[[ RECORDS FOR THIS EXERCISE, beginning ]]
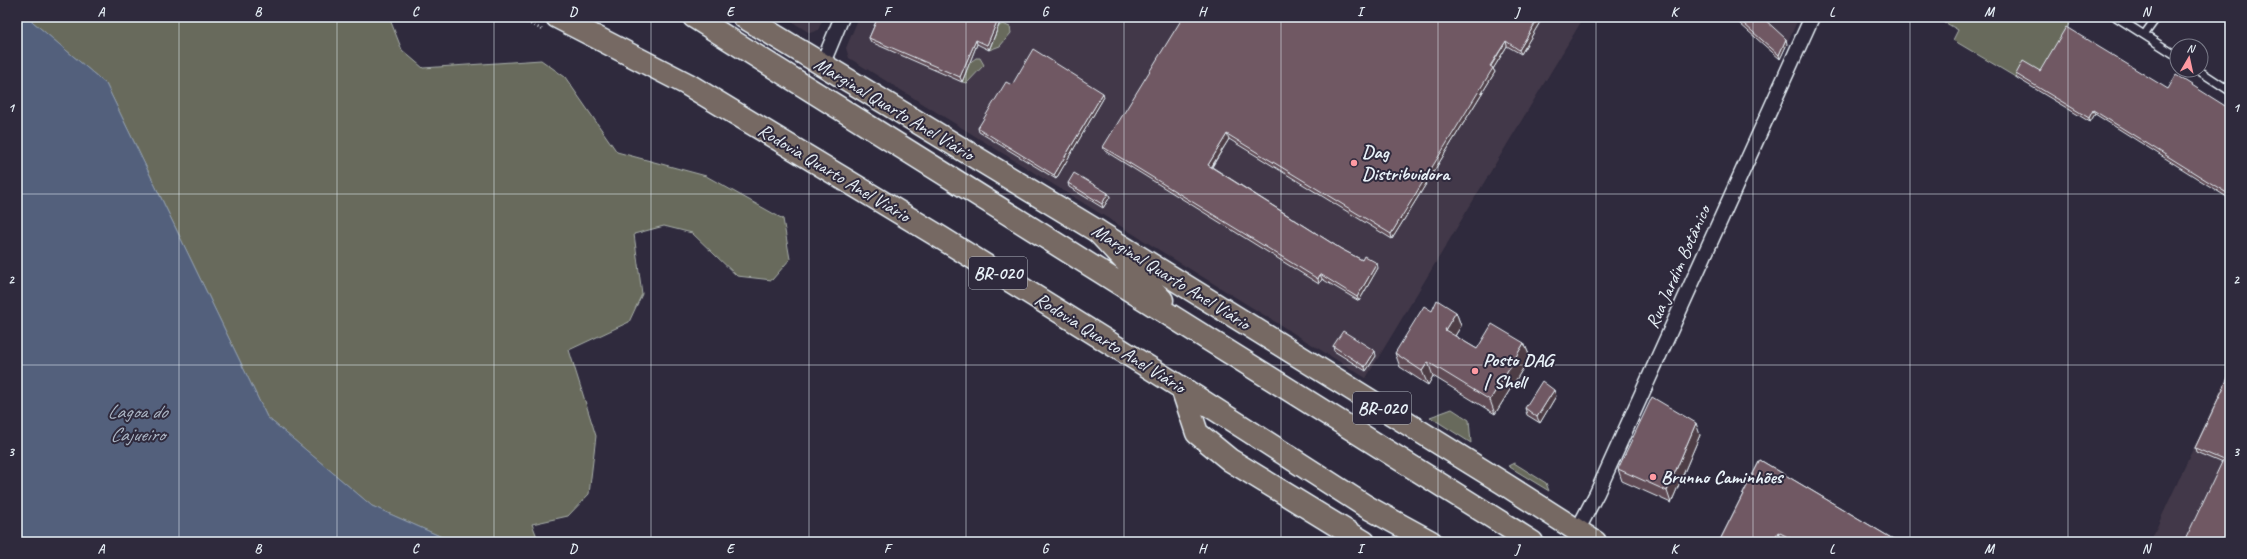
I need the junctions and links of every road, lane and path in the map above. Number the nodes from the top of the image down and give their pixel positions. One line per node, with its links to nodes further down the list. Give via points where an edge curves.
[[ RECORDS FOR THIS EXERCISE, end ]]
[[ RECORDS FOR THIS EXERCISE, beginning ]]
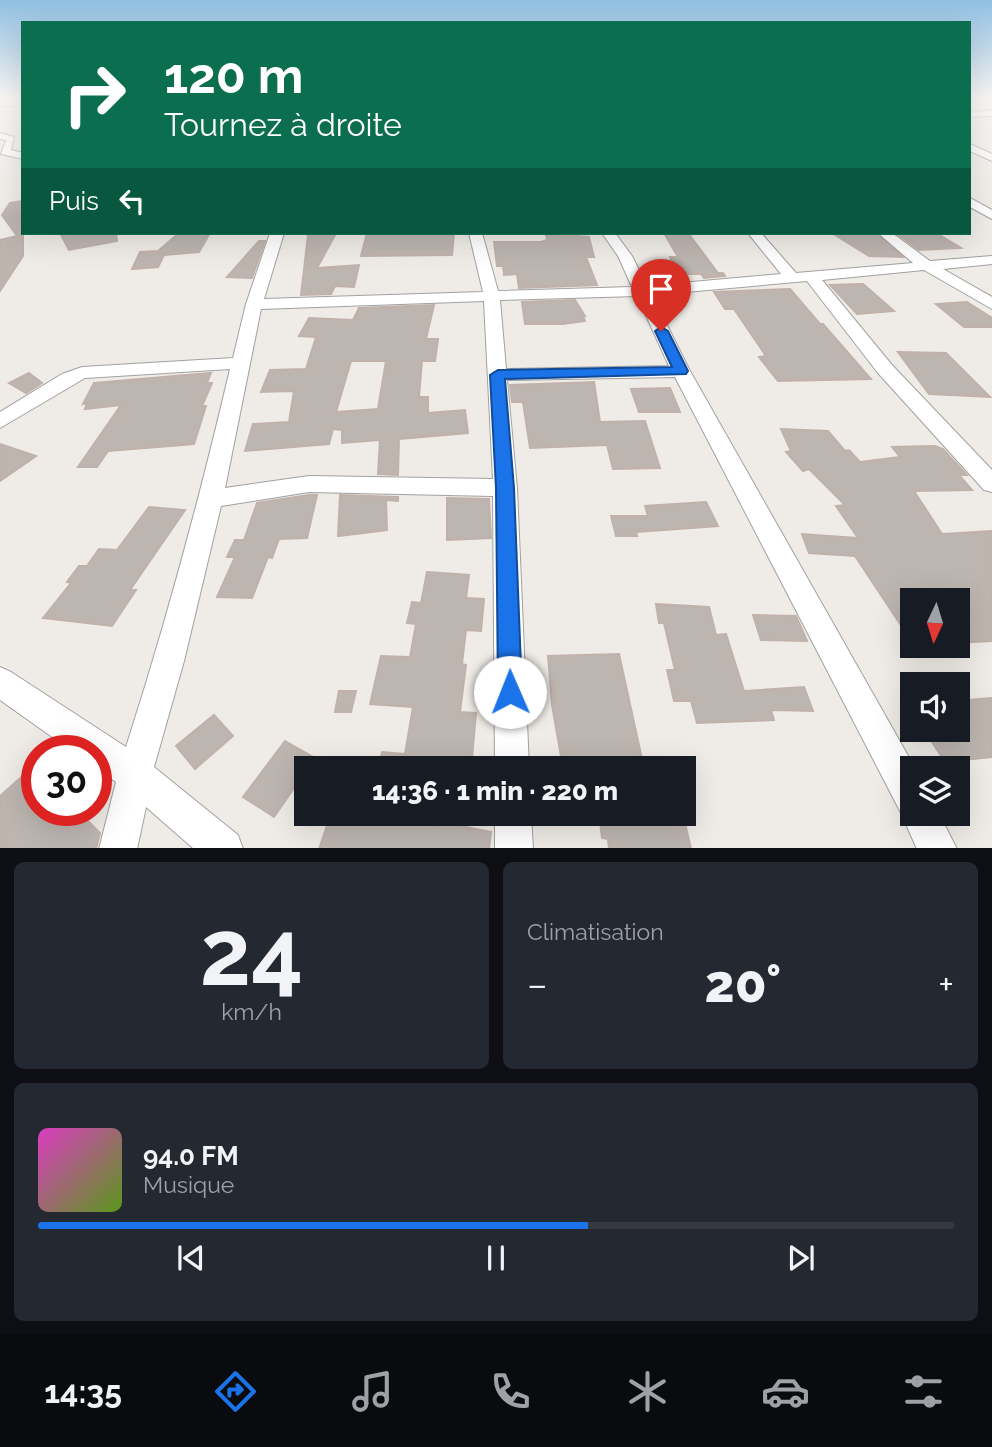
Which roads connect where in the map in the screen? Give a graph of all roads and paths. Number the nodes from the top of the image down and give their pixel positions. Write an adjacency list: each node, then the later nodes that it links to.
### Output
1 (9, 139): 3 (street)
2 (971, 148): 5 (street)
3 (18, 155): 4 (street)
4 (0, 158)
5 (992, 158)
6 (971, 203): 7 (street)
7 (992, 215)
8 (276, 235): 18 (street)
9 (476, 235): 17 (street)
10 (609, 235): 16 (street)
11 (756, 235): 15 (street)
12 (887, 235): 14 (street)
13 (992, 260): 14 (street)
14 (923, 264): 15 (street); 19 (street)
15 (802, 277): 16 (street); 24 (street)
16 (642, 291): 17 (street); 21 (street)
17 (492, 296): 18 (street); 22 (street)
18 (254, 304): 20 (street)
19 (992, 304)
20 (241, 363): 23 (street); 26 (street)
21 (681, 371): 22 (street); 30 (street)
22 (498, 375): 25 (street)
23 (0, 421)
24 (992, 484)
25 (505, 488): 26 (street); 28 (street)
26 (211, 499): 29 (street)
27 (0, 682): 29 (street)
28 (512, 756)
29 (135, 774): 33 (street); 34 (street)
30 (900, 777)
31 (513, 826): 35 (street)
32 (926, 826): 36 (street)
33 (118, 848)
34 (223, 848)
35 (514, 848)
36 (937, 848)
[[ RECORDS FOR THIS EXERCISE, end ]]
Would you please filter the lines above and copy every one that includes "list"?

EXERCISE SOLUTION =
I need the junctions and links of every road, lane and path in the map above. Number the nodes from the top of the image down and give their pixel positions. One line per node, with its links to nodes further down the list. Give via points where an edge curves.
Which roads connect where in the map in the screen? Give a graph of all roads and paths. Number the nodes from the top of the image down and give their pixel positions. Write an adjacency list: each node, then the later nodes that it links to.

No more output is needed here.